Speech tool vowels (STV) and speech tool sentences (STS) were compared with Praat vowels (PV) and sentences (PS) in the control, pre-treatment, and post-treatment groups (Table 2, Supplementary Figs. 1, 2 and 3 [in the online-only Data Supplement]). The STV and STS values were higher in the control group than in the pre-treatment vocal cord palsy group. After treatment, the patients showed better STV and STS scores. Similar results were observed in the PV and PS groups, with the highest scores observed in the control group and better scores after treatment in the vocal cord palsy group.

Mean cepstral peak prominence values of control, pretreatment, post-treatment group (p<0.001)

Vowel tests of both software programs showed more differences between the three groups than the sentence test (Fig. 1).

Fig. 1.

Mean cepstral peak prominence values of control, PTG and PoTG. CG, control group; STV, speech tool vowel; PV, Praat vowel; STS, speech tool sentence; PS, Praat sentence; PTG, pre-treatment group; PoTG, post-treatment group.

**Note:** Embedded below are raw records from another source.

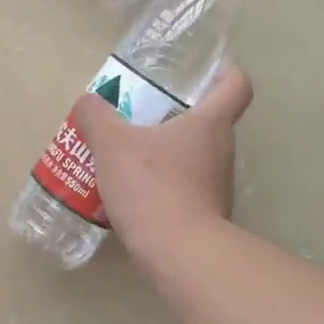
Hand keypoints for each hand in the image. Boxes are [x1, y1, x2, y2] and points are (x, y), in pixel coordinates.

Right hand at [69, 63, 253, 267]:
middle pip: (208, 123)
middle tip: (142, 117)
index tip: (205, 73)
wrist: (177, 251)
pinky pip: (185, 190)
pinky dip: (164, 187)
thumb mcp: (112, 145)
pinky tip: (133, 195)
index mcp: (209, 123)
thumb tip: (87, 102)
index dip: (224, 73)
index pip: (236, 86)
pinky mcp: (205, 215)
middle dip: (177, 117)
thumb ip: (96, 117)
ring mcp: (217, 186)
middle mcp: (222, 151)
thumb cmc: (152, 186)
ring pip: (194, 158)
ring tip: (129, 158)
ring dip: (167, 155)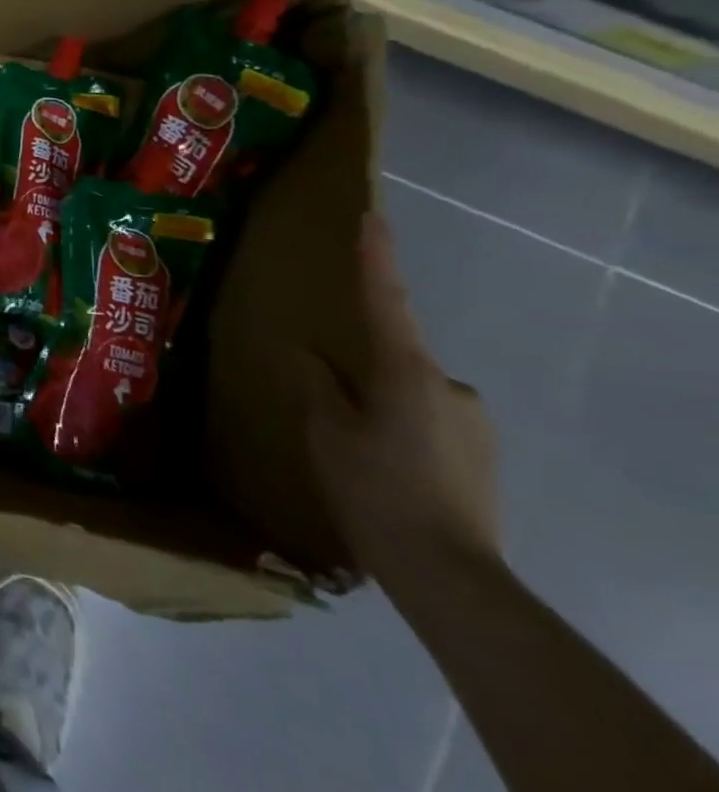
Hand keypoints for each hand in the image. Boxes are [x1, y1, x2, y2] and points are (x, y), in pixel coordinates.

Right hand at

Most patients with vocal cord palsy undergo surgical procedures to improve their voice. Injection laryngoplasty was performed in almost all the patients. Patients who had unsatisfactory outcome after injection laryngoplasty underwent additional surgery such as arytenoid adduction. Patients whom underwent arytenoid adduction was chosen not based on Praat CPP scores but by their clinical evaluation and patients’ needs. The result showed lower ST and Praat values in the pre-treatment group than those in the injection laryngoplasty-only group. Better voice status was observed after treatment with ST and Praat. The PV presented the lowest value in the pre-treatment of patients with injection laryngoplasty and arytenoid adduction. Both software programs were statistically significant in representing voice improvement (Table 3).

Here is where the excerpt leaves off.